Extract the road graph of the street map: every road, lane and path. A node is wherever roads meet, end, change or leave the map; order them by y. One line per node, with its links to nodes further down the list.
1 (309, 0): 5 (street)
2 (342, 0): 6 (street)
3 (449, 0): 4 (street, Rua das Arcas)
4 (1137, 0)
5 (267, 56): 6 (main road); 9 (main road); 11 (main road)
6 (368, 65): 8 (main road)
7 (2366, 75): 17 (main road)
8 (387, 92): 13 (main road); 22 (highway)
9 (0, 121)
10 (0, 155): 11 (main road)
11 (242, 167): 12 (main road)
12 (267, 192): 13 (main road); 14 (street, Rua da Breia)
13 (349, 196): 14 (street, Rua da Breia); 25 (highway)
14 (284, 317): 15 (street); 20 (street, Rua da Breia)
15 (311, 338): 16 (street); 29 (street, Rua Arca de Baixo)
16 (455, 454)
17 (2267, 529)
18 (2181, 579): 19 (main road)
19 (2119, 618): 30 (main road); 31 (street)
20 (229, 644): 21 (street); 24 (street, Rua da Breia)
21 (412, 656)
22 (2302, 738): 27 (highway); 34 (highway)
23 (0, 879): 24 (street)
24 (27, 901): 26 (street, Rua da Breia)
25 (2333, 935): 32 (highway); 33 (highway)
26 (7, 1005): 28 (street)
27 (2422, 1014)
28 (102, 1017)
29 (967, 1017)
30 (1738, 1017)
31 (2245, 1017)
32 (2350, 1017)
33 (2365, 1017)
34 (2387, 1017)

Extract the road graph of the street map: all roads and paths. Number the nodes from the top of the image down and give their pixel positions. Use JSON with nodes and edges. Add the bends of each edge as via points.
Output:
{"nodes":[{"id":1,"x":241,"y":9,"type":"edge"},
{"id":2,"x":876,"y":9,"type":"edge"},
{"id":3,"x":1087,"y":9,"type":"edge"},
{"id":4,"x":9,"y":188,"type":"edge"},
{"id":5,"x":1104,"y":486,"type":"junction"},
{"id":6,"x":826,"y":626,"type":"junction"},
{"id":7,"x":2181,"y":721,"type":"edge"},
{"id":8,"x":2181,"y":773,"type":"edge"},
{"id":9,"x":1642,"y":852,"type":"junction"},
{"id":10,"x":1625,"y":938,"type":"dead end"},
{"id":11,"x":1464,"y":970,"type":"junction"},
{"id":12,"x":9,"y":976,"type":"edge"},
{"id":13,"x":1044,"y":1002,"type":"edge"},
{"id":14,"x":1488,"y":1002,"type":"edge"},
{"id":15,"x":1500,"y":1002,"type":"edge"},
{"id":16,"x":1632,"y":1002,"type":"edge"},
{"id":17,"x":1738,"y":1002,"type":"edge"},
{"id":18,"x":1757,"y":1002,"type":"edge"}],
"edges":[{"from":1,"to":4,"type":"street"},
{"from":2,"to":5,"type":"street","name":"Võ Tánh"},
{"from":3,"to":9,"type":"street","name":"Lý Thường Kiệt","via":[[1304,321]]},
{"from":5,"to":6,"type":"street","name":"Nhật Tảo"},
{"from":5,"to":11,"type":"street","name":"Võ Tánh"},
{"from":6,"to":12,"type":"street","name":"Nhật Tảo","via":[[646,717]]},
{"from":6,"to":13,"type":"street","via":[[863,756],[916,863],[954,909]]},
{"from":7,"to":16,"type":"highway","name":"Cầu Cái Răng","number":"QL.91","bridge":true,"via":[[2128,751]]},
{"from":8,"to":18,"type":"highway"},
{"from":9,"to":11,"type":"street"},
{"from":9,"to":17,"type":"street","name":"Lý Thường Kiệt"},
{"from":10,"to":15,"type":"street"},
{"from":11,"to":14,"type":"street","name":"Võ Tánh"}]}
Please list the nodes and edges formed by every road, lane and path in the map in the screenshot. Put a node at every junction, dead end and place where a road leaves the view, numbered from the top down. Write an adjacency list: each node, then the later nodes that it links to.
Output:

_WHAT YOU WILL DO_
Output nothing but the lines from the one with "Please list the" through the last line above, each exactly as it stands.

_SOLVED PROBLEM_
Please list the nodes and edges formed by every road, lane and path in the map in the screenshot. Put a node at every junction, dead end and place where a road leaves the view, numbered from the top down. Write an adjacency list: each node, then the later nodes that it links to.
Output:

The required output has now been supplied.